Donald Trump spricht in einer Kabinettssitzung im Weißen Haus.
Das Vorgehen von US-Präsident Donald Trump in Bezug auf die Ukraine ist Thema in den Zeitungen. (picture alliance / AP / Evan Vucci)
Die WASHINGTON POST fragt: "Wie sollte Trumps Strategie aussehen? Das Ziel kann nicht sein, der Ukraine zu helfen, ihre Vorkriegsgrenzen wiederherzustellen – jeder vernünftige Mensch weiß, dass es zumindest kurzfristig unrealistisch ist. Die Antwort darf aber auch nicht darin bestehen, zu Bidens wirkungsloser Politik der langsamen Waffenlieferungen zurückzukehren und die Ukraine gerade so weit aufzurüsten, dass Russland sie nicht überrollen kann, ohne dass ein Ende in Sicht ist. Das Ziel sollte vielmehr sein, Putin zu dem zu zwingen, was Trump von Anfang an gefordert hat – den Krieg am Verhandlungstisch zu beenden – indem er Russland so hohe wirtschaftliche und militärische Kosten auferlegt, dass Putin keine andere Wahl hat, als um Frieden zu bitten", meint die WASHINGTON POST.

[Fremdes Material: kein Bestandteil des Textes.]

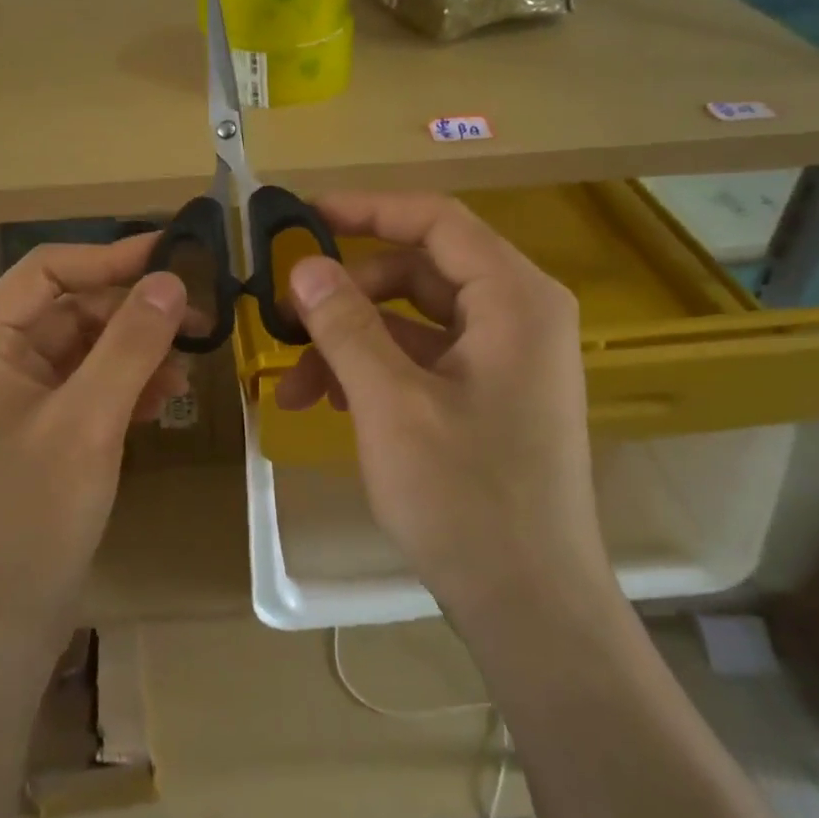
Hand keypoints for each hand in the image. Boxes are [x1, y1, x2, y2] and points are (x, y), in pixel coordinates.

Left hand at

Die russische Zeitung NESAWISSIMAJA GASETA hält fest: "Es gibt Anzeichen dafür, dass die USA und ihre Verbündeten ihre Politik gegenüber Russland bald verschärfen werden. Donald Trump versprach Russland eine 'kleine Überraschung' und machte deutlich, dass er seine Versuche, eine Einigung mit Wladimir Putin zu erzielen, für wirkungslos hält. Bundeskanzler Friedrich Merz erklärte offen, die Zeit der Diplomatie sei vorbei. Sowohl die EU als auch die USA werden in Kürze neue Sanktionen gegen Russland verhängen, und zwar in der schärfsten Variante. Darüber hinaus spricht Trump bereits über die Lieferung neuer Waffen an die Ukraine – die ersten während seiner Amtszeit. Das Weiße Haus versucht deutlich zu zeigen, dass der US-Präsident seine Russlandpolitik tatsächlich ändern wird", folgert NESAWISSIMAJA GASETA aus Moskau.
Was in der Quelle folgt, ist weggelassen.